Class SkeletalIndependentRegressionSparseModel

java.lang.Object
org.tribuo.Model<T>
org.tribuo.SparseModel<Regressor>
org.tribuo.regression.impl.SkeletalIndependentRegressionSparseModel
All Implemented Interfaces:
com.oracle.labs.mlrg.olcut.provenance.Provenancable<ModelProvenance>, Serializable, ProtoSerializable<org.tribuo.protos.core.ModelProto>
Direct Known Subclasses:
SparseLinearModel

public abstract class SkeletalIndependentRegressionSparseModel extends SparseModel<Regressor>
A SparseModel which wraps n independent regression models, where n is the size of the MultipleRegressor domain. Each model independently predicts a single regression dimension.
See Also:
  • Field Details

    • dimensions

      protected final String[] dimensions
      The output dimension names.
  • Constructor Details

    • SkeletalIndependentRegressionSparseModel

      protected SkeletalIndependentRegressionSparseModel(String name, String[] dimensions, ModelProvenance modelProvenance, ImmutableFeatureMap featureMap, ImmutableOutputInfo<Regressor> outputInfo, Map<String,List<String>> activeFeatures)
      models.size() must equal labelInfo.getDomain().size()
      Parameters:
      name - Model name.
      dimensions - Dimension names.
      modelProvenance - The model provenance.
      featureMap - The feature domain used in training.
      outputInfo - The output domain used in training.
      activeFeatures - The active features in this model.
  • Method Details

    • predict

      public Prediction<Regressor> predict(Example<Regressor> example)
      Description copied from class: Model
      Uses the model to predict the output for a single example.

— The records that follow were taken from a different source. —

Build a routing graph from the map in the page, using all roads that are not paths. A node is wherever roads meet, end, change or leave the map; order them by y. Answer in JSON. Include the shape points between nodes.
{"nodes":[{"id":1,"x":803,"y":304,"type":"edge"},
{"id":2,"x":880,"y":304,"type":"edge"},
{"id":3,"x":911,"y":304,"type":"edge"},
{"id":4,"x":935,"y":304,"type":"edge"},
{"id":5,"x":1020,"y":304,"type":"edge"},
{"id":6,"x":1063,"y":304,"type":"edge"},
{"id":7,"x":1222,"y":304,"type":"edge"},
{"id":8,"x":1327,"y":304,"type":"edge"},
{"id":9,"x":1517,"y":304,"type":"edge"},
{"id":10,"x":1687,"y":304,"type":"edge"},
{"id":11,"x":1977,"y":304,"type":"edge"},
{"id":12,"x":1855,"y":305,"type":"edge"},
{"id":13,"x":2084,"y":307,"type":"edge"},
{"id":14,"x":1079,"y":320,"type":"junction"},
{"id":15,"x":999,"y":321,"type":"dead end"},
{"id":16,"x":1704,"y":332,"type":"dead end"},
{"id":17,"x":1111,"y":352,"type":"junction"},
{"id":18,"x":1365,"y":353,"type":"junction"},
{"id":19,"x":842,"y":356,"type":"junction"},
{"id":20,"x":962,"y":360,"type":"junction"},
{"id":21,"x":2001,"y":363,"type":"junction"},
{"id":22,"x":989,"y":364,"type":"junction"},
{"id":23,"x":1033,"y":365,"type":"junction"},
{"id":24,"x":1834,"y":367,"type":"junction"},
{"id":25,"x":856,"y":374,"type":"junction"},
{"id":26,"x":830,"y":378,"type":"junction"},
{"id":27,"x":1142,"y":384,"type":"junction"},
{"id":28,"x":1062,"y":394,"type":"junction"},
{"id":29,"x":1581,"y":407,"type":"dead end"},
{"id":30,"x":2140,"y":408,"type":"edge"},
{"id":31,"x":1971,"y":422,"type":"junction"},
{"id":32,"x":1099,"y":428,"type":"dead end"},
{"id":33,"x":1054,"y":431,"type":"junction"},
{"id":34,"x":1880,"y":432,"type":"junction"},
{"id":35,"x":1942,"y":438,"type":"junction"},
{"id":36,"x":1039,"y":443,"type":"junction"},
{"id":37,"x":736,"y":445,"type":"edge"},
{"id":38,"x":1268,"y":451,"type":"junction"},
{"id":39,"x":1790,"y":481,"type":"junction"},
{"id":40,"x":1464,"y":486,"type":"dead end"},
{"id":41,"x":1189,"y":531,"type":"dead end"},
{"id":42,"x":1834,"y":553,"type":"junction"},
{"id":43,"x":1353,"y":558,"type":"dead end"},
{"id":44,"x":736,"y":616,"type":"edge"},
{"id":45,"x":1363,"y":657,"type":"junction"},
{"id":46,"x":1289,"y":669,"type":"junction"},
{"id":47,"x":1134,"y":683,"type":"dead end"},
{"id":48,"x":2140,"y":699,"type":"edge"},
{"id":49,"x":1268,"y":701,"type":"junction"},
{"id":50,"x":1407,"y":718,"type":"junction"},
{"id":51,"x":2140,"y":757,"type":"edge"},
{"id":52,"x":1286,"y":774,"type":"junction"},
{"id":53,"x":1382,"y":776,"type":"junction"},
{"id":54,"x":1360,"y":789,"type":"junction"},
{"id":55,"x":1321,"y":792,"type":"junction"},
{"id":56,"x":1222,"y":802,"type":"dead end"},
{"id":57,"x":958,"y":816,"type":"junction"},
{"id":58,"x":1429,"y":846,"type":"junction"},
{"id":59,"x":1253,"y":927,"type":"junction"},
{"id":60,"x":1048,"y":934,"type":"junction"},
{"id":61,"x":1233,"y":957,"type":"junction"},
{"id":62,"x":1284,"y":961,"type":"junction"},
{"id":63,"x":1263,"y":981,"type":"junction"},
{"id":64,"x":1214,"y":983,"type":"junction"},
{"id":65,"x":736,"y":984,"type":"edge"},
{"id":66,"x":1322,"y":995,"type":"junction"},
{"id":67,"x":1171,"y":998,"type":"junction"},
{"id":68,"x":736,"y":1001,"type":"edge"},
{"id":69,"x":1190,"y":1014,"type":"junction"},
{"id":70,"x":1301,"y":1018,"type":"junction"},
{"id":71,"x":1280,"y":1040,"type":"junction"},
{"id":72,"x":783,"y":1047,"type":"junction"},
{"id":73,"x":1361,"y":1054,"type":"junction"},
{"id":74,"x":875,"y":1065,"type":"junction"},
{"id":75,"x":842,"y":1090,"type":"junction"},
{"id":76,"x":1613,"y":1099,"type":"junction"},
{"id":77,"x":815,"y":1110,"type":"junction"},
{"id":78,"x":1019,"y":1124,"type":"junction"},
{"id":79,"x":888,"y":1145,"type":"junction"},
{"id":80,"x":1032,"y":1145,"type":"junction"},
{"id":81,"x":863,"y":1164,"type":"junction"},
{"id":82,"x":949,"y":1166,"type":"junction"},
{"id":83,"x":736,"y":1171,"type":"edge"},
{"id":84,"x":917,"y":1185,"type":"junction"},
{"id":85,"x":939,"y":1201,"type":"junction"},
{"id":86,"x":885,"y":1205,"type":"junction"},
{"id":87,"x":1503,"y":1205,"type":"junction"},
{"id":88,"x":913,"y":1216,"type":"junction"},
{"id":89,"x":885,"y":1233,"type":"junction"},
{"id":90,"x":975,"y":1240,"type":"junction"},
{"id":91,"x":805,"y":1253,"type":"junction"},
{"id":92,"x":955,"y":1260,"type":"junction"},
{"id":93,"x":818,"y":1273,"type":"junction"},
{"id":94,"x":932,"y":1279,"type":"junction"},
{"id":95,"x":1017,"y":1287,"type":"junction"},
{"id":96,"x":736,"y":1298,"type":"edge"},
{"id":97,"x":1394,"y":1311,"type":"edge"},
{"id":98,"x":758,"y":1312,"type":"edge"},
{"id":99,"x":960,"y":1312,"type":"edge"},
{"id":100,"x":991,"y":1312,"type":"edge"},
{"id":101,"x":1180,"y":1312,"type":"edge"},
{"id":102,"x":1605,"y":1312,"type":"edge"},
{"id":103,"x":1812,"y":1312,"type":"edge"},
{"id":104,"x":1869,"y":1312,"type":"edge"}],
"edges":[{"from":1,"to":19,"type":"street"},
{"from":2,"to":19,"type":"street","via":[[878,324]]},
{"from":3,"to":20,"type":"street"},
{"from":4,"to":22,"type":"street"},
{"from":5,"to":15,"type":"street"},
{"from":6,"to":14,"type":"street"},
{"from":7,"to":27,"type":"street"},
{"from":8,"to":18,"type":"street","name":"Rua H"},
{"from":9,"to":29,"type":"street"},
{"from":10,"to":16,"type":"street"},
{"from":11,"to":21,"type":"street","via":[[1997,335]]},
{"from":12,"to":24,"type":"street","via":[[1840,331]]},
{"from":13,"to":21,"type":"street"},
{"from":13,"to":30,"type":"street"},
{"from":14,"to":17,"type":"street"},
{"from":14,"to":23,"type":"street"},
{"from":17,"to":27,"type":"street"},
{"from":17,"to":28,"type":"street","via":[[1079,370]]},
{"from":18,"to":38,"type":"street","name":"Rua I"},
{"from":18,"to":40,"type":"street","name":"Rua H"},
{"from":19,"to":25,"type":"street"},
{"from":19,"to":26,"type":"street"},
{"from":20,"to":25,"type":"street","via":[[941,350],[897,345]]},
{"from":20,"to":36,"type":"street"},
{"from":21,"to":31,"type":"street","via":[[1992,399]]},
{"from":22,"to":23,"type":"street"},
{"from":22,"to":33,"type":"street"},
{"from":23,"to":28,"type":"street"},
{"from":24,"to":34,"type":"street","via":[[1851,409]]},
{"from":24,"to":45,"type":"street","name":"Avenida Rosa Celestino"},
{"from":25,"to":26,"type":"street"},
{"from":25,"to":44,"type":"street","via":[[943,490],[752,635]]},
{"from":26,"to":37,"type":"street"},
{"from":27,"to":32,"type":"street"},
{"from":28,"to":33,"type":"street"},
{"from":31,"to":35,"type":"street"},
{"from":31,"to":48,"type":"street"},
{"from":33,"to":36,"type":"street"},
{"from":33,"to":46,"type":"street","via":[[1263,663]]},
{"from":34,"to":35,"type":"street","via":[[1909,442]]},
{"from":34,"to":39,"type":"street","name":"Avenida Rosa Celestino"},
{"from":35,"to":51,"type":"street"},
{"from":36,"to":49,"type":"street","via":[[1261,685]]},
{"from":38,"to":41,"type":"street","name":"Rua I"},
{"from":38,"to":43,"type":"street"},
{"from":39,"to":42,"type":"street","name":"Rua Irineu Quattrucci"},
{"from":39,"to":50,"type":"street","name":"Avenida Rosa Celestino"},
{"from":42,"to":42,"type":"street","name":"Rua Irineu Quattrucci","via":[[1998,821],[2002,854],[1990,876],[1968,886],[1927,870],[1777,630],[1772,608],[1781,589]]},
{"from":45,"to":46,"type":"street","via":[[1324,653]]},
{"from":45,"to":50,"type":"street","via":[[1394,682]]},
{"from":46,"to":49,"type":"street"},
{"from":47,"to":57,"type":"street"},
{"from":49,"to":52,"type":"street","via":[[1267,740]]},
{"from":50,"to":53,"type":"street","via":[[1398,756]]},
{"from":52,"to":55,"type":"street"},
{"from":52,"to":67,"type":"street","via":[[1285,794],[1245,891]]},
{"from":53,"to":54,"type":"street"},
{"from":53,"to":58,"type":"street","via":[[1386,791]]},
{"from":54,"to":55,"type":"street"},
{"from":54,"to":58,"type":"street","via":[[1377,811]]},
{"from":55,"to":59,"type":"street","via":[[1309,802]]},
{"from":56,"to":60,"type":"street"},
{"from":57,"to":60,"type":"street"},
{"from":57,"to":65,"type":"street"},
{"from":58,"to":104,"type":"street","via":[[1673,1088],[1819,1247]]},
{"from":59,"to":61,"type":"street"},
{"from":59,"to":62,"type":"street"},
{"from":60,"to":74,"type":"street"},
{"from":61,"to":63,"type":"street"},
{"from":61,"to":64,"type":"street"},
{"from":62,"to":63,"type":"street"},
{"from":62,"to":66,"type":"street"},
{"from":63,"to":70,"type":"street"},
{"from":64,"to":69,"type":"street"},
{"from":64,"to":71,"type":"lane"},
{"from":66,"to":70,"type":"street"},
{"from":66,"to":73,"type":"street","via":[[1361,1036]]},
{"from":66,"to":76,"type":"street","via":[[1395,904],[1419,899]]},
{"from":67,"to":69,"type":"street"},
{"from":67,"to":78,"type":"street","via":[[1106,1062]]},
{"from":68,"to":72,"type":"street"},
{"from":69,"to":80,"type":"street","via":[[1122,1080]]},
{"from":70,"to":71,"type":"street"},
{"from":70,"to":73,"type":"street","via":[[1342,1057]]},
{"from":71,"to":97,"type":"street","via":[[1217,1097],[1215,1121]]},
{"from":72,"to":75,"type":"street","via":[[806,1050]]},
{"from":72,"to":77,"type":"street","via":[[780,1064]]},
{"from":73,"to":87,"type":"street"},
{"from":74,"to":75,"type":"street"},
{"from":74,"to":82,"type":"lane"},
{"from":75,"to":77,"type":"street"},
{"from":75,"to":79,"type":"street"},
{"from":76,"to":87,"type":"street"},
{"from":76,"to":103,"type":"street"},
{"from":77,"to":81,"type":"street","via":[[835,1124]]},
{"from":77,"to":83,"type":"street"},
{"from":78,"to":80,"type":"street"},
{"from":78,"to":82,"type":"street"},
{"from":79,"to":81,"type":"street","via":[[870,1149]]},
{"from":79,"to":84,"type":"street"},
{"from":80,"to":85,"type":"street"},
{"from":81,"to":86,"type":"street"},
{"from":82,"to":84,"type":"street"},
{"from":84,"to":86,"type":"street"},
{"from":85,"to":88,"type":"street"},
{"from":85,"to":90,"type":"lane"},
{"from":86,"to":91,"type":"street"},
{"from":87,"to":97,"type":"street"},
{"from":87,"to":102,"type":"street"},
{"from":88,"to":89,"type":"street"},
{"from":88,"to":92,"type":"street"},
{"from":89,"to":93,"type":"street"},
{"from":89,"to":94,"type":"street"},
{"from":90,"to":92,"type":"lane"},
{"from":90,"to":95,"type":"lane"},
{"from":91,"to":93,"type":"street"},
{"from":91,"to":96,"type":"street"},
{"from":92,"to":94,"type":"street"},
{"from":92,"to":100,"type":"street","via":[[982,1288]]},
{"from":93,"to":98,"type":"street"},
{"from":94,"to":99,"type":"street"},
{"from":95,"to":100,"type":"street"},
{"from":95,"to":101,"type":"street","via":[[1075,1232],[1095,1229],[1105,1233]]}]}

      predict does not mutate the example.

      Throws IllegalArgumentException if the example has no features or no feature overlap with the model.

      Specified by:
      predict in class Model<Regressor>
      Parameters:
      example - the example to predict.
      Returns:
      the result of the prediction.
    • createFeatures

      protected SparseVector createFeatures(Example<Regressor> example)
      Creates the feature vector. Does not include a bias term.

      Designed to be overridden, called by the predict method.

      Parameters:
      example - The example to convert.
      Returns:
      The feature vector.
    • scoreDimension

      protected abstract Regressor.DimensionTuple scoreDimension(int dimensionIdx, SparseVector features)
      Makes a prediction for a single dimension.
      Parameters:
      dimensionIdx - The dimension index to predict.
      features - The features to use.
      Returns:
      A single dimension prediction.